Thursday, October 24, 2019

Review: No Matter the Wreckage


We are not taught how to read poetry in school. We're taught to memorize it, and to analyze it. Enjoyment is something that maybe college students get to do. But for those of us who had to read in high school? Poetry is something you have two hours to write a thousand words about.

People therefore come to poetry via. other means. In the digital age, that's social media: Tumblr poets get reblogged, Instagram poets flash couplets on manicured pictures, and people press play buttons on YouTube in front of a black wall. This is a weird situation to be in! It's a very happy one.

Poetry, it turns out, is alive and well. Sarah Kay is fantastic. I have a good twenty five minutes everyday when I take a subway- not Kay's charismatic New York subway, but a subway all the same- and twenty five minutes is the perfect amount of time to do nothing, like surf the web or Twitter or Reddit or godforbid Facebook. However, twenty five minutes is also the perfect time to read a poem or five. It lets you chew them, like you're supposed to, without the pressure of a paper to write.

Of course, when you get off the subway, and sit where you're going, you can throw on a video of Kay reading the poem in its full glory. Poetry is meant to be spoken, after all. Poetry is an artform that is by its nature, both meant to be read and meant to be spoken. You have to do both, (or at least have somebody speak it for you) or you miss out on it, like reading the captions of a comedy special while its on mute or only listening to the special's audiotrack.

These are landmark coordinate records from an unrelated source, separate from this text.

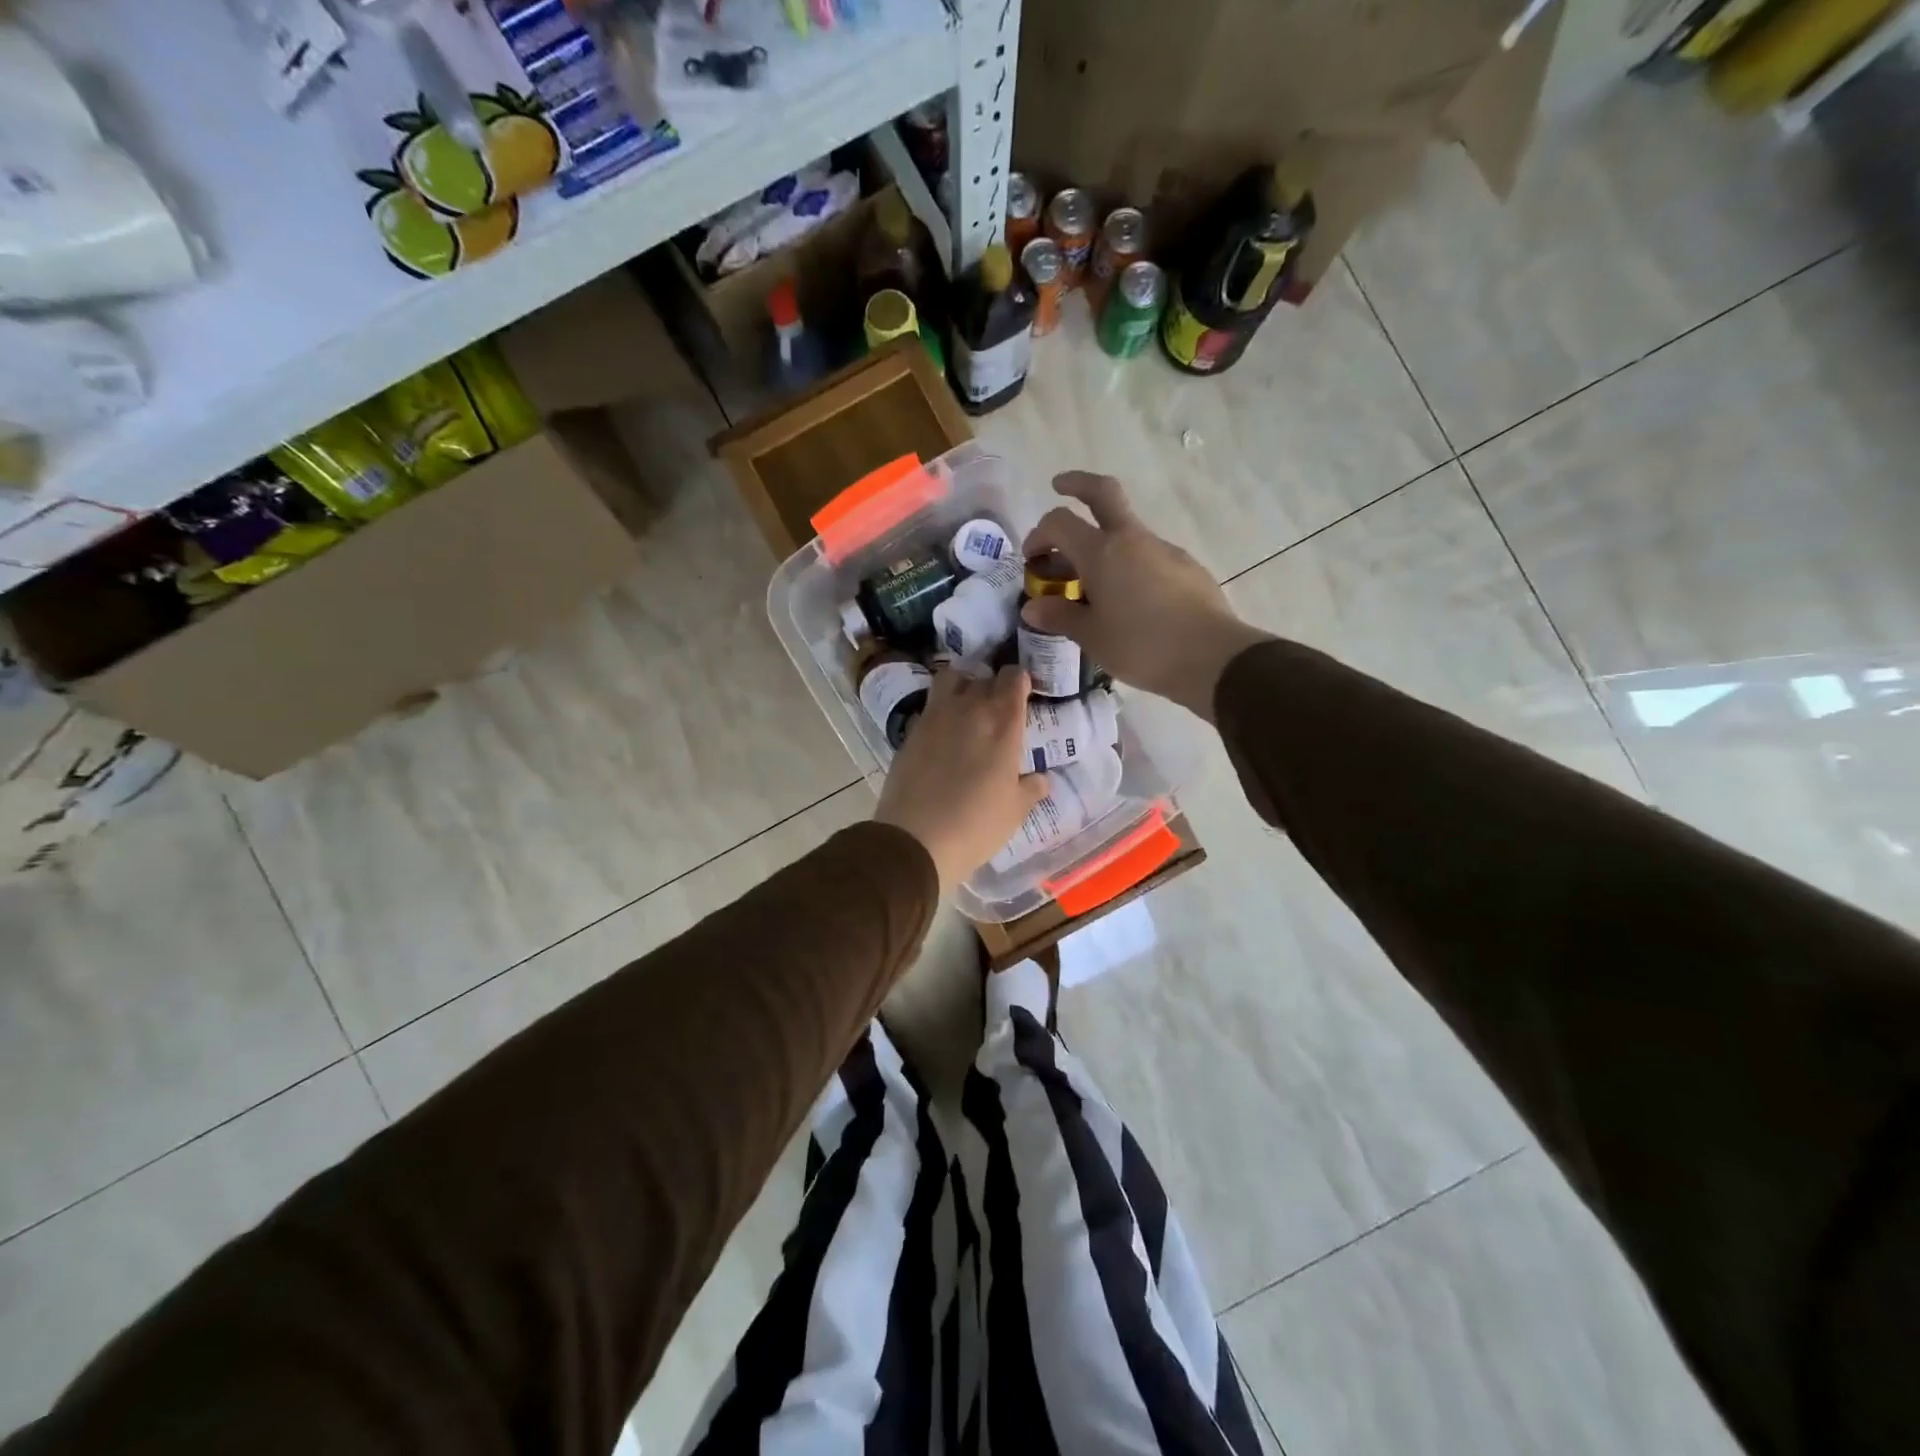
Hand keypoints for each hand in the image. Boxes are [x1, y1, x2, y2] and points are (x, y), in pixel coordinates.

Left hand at [873, 665, 1051, 895]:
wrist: (916, 840)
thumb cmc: (976, 826)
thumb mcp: (1015, 811)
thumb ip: (1031, 788)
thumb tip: (1040, 778)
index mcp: (1003, 724)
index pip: (1015, 678)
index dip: (1020, 681)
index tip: (1022, 694)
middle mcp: (970, 709)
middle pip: (985, 678)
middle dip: (994, 686)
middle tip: (997, 708)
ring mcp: (936, 716)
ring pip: (952, 678)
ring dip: (963, 685)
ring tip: (967, 707)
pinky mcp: (912, 730)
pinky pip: (930, 704)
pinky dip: (940, 708)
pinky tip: (944, 733)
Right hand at [1022, 472, 1271, 721]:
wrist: (1212, 657)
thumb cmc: (1141, 646)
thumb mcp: (1091, 636)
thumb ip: (1060, 616)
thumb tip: (1032, 608)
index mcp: (1102, 551)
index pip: (1060, 522)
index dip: (1038, 535)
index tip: (1032, 560)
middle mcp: (1132, 539)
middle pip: (1103, 492)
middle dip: (1077, 484)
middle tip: (1059, 486)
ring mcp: (1163, 549)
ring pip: (1127, 530)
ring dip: (1103, 541)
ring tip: (1093, 583)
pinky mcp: (1186, 567)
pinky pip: (1148, 556)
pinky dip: (1129, 564)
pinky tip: (1129, 600)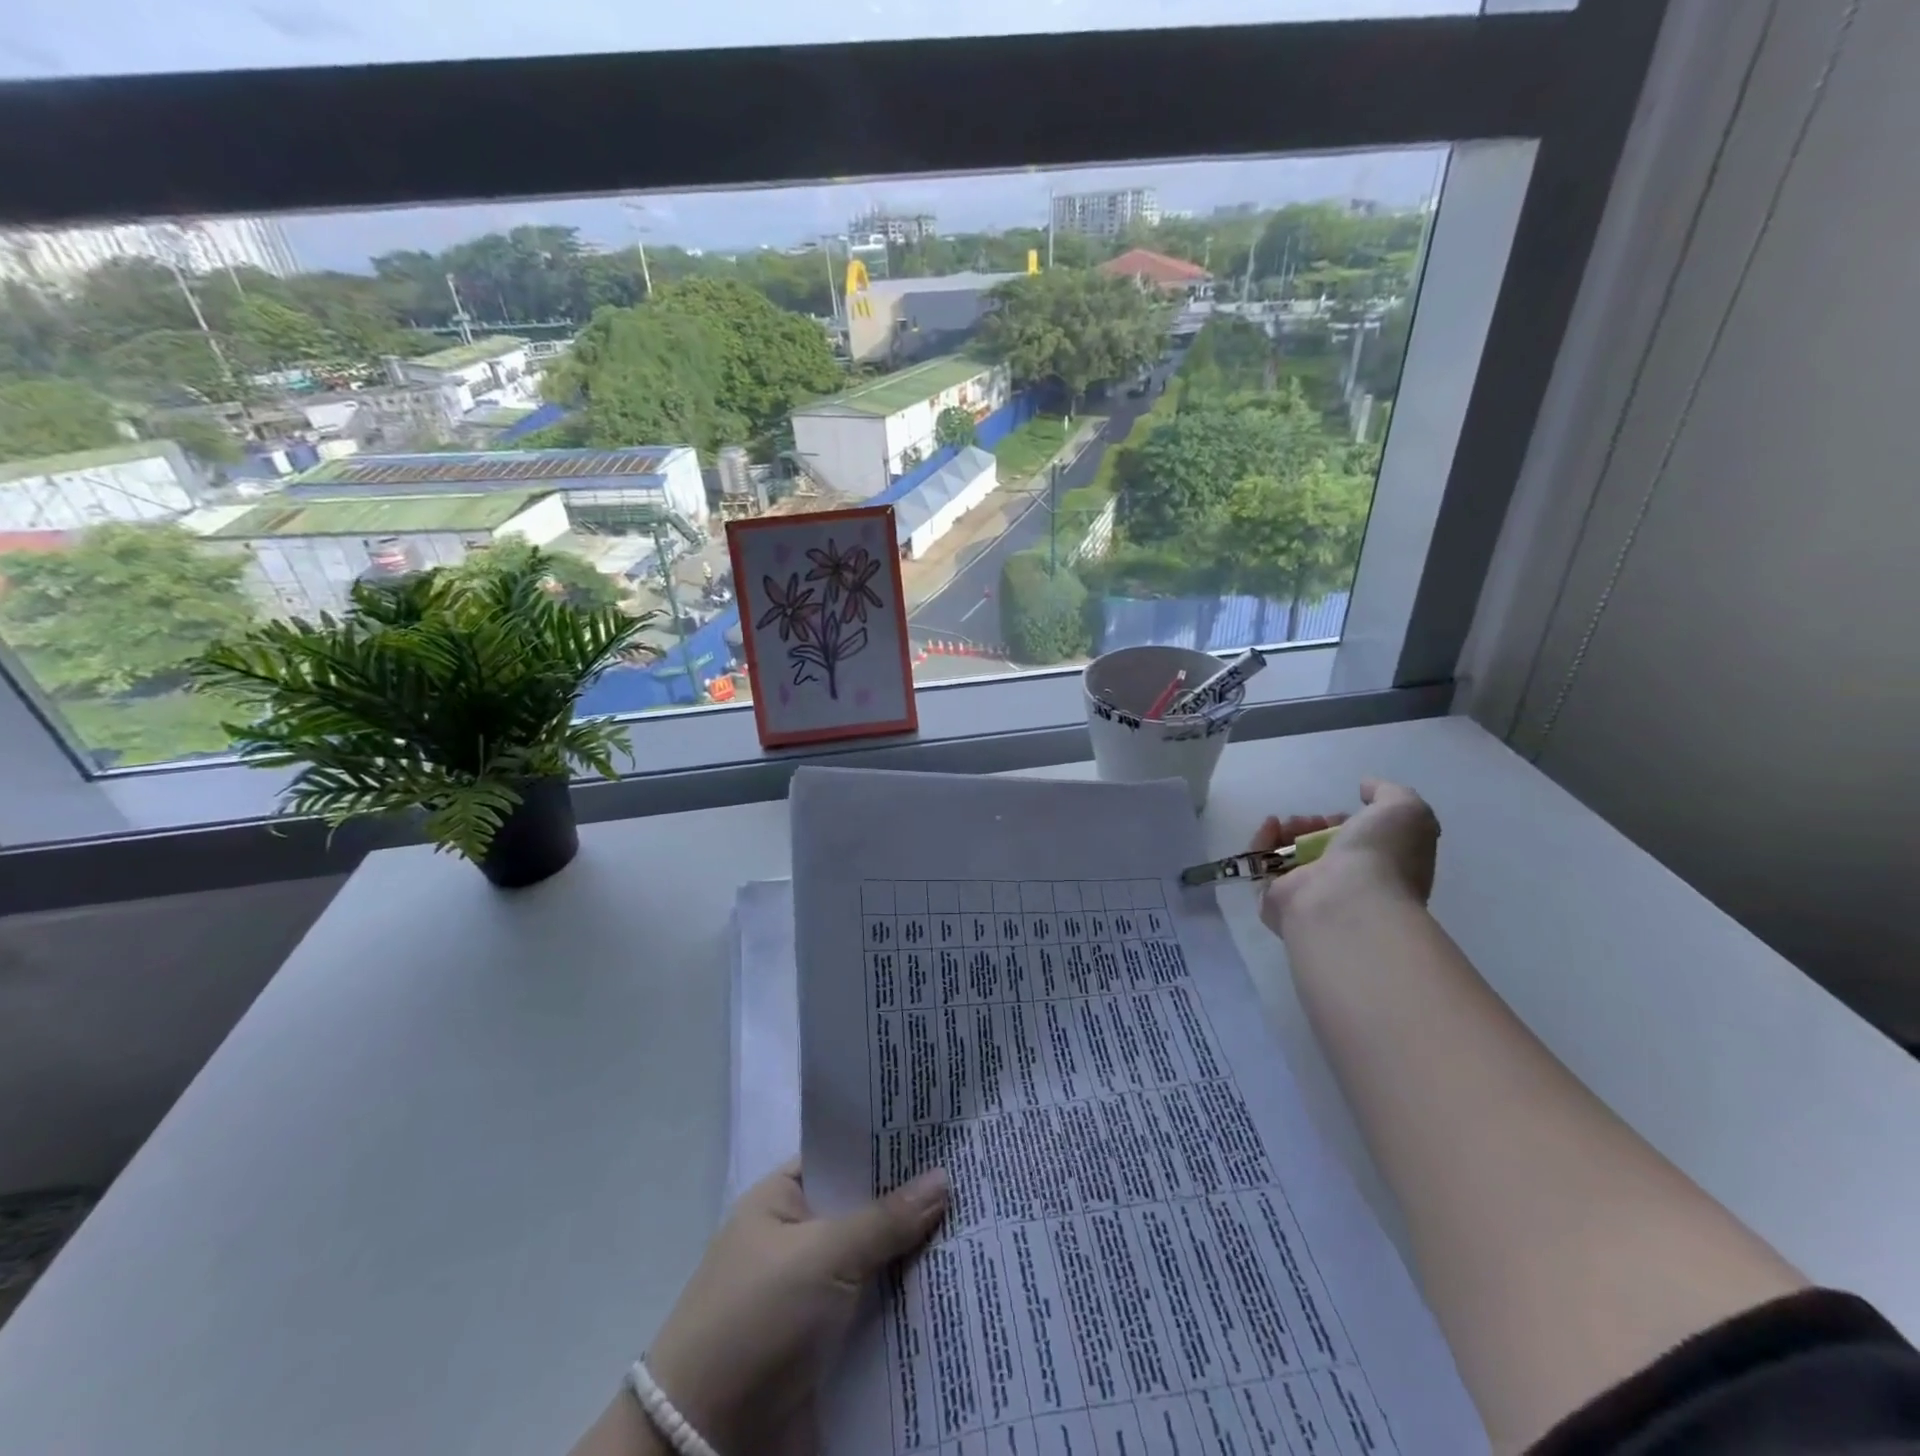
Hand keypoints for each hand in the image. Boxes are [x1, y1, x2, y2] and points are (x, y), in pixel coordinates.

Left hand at [645, 1159, 948, 1453]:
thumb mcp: (823, 1256)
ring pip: (878, 1261)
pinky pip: (878, 1310)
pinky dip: (910, 1303)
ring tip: (984, 1225)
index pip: (846, 1155)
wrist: (703, 1443)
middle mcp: (800, 1237)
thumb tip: (944, 1178)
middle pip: (867, 1208)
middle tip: (977, 1177)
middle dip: (915, 1201)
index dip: (890, 1145)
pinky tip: (959, 1286)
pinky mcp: (828, 1343)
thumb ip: (886, 1219)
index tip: (944, 1134)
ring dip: (918, 1255)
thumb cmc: (756, 1319)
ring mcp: (814, 1292)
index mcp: (784, 1198)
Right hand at [1251, 778, 1440, 936]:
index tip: (1340, 814)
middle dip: (1312, 825)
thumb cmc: (1382, 857)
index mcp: (1381, 871)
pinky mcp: (1275, 900)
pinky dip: (1263, 842)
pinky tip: (1271, 826)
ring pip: (1290, 856)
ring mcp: (1310, 895)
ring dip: (1288, 831)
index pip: (1357, 845)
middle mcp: (1346, 886)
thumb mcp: (1405, 810)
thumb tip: (1365, 787)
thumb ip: (1388, 792)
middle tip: (1310, 820)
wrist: (1348, 899)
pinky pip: (1263, 866)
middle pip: (1320, 848)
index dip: (1347, 823)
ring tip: (1288, 823)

Sarah's poems are relieving reads. They're not relaxing because they certainly stir the mind. They're not exactly fun, because they're often heavy (though not exclusively in the slighest). They relieve certain unseen stresses that you might not know you have, or they prick your feelings in a way that reminds you those feelings still exist. The poems do not make you feel better, but they remind you that you will. They remind you that, like poetry, you will be alive and well.